COVID-19 'drastically' impacted 2020 ultrasound volume

2020 11 10 23 17 2552 3d Closeup Coronavirus 400

The COVID-19 pandemic drastically affected utilization of ultrasound exams performed by radiologists in the emergency department, according to research presented Wednesday at the virtual 2021 American Institute of Ultrasound in Medicine (AIUM) annual meeting.

Research presented at AIUM 2021 by Dr. Mark Messina from Montefiore Medical Center in New York City found decreases in the number of ultrasound exams performed, more exams performed on male patients, and an increase in the number of patients admitted to the hospital.

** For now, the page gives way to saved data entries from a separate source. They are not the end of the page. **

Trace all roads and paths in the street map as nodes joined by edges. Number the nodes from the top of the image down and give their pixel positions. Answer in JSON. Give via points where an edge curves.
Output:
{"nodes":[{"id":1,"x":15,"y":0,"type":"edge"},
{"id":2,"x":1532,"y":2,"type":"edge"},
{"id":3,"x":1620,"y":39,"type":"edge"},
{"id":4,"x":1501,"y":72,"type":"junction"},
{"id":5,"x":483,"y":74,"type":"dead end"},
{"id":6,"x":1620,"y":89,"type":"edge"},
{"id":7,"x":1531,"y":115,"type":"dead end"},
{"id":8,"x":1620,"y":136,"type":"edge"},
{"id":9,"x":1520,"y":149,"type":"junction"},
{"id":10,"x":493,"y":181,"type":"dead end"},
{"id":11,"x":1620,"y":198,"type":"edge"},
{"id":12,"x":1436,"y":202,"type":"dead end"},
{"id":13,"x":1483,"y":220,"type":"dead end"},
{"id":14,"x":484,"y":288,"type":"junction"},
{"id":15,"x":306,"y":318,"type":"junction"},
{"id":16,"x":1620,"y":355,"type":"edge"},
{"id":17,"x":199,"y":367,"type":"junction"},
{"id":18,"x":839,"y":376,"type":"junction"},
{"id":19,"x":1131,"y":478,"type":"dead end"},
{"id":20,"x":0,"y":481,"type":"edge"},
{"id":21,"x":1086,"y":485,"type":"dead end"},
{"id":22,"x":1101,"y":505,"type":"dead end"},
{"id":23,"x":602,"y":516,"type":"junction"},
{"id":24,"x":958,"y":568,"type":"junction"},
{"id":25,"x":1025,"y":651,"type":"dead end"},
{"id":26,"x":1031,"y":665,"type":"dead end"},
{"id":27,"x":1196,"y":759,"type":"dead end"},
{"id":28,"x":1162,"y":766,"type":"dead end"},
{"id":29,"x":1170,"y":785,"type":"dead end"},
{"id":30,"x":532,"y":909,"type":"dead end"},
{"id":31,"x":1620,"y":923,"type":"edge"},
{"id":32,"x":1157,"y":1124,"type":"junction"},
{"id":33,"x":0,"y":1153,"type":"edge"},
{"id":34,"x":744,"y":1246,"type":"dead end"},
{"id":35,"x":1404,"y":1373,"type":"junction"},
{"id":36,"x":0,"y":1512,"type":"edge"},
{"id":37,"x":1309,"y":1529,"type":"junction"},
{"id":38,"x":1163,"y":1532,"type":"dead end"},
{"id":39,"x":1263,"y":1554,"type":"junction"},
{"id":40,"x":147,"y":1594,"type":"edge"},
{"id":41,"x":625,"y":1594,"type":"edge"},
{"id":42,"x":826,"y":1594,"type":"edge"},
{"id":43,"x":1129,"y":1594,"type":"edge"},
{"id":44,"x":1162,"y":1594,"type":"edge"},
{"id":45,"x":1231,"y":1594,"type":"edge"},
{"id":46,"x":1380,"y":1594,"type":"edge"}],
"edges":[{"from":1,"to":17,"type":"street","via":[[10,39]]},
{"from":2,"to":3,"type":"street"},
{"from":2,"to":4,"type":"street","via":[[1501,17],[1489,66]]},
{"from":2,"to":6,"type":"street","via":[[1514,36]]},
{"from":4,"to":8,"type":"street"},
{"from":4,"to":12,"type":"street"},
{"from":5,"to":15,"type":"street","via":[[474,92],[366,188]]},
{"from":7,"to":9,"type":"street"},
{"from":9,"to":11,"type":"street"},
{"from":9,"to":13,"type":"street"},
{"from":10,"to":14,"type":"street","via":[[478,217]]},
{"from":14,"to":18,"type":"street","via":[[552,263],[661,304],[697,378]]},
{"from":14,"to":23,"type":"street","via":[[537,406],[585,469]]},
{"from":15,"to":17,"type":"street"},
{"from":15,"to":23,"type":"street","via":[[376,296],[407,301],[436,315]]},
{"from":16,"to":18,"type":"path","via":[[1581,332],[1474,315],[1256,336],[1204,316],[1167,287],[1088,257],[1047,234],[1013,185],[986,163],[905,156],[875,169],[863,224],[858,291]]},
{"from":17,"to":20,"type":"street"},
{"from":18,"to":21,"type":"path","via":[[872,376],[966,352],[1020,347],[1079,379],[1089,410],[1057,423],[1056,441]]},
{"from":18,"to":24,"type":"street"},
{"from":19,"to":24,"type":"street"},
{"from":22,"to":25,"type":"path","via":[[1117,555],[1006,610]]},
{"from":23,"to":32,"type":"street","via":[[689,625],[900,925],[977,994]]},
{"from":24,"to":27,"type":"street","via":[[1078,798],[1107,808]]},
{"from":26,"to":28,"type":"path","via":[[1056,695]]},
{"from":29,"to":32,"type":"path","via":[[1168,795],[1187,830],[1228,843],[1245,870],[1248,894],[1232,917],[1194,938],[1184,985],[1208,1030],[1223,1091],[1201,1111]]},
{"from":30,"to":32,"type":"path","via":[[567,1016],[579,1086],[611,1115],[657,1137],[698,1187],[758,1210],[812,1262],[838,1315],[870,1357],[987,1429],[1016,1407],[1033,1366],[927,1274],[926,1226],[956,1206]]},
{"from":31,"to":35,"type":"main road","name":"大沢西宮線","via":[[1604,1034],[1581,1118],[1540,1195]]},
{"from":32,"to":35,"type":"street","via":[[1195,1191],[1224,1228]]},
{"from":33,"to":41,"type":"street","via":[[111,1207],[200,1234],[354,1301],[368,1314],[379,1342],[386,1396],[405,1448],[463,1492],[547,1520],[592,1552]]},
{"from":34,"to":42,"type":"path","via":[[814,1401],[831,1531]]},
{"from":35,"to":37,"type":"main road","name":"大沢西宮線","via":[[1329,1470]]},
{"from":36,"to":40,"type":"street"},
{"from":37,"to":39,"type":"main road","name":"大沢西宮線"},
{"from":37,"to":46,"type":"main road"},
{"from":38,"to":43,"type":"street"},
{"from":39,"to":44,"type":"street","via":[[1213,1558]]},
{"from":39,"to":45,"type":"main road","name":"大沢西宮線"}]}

In the early days of the pandemic in the U.S., New York City was an epicenter for coronavirus cases. Confirmed deaths neared 600 per day in early April 2020 as emergency departments and hospitals became overwhelmed by patients with COVID-like symptoms.

At the same time, diagnostic testing at emergency departments declined dramatically for pathology not related to COVID-19 -- a decline that affected ultrasound use.

The retrospective study analyzed an eight-week period between March and May 2020, when COVID-19 deaths were peaking. The researchers found a number of changes between the time periods. They noted an overall decline in exam volume, and the percent of patients scanned who were subsequently admitted to the hospital grew by one-third. The percentage of male patients also increased.

Ultrasound examinations before and during COVID pandemic
  2019 2020 Percent change
Total number of exams 1,511 639 -58%
Patients admitted to hospital 86 114 33%
Percent of male patients 18% 28.3% N/A
All differences are statistically significant.

Meanwhile, the number of female patients decreased in the study's time period from 525 to 458. The admission rate for female patients in 2020 was 14.9%, compared with 10.7% for 2019, a difference that was statistically significant. The difference in admission rates for male patients was not statistically significant.

There was no statistically significant difference in the number of deaths between 2020 and 2019, nor in the number of ultrasound exams that led to surgery or intervention in the emergency department or during hospitalization.

Messina said causes of the differences found in the study is "likely" due to efforts to reduce hospital utilization aside from COVID-19 patients, as well as decisions by healthcare providers on the appropriateness of diagnostic examinations in a period of pandemic. Fear of the virus also likely played a role.

What impact will the findings Messina presented at AIUM 2021 have on how hospital systems and governments respond to future epidemics and pandemics?

"Is there a definitive answer to how we can use this information to better healthcare? I don't think we know yet. I think it's going to take time to see when the world heals what changes will be made," Messina told AuntMinnie.com. "It will be exciting to see, because I think we'll be better for it. We've learned a lot."

Study limitations included not incorporating exams not performed by radiology, the time frame being in the early days of the pandemic, and the fact that vascular ultrasound was only performed in the radiology department at just one of the three hospitals utilized in the analysis.

"Our health system experienced a high volume of patients with COVID-19 infections during the timeframe used for analysis, which may limit the generalizability to other institutions," Messina said.

Messina also said the team has had talks with emergency department contacts for future collaboration, including adding data from point-of-care ultrasound to their findings.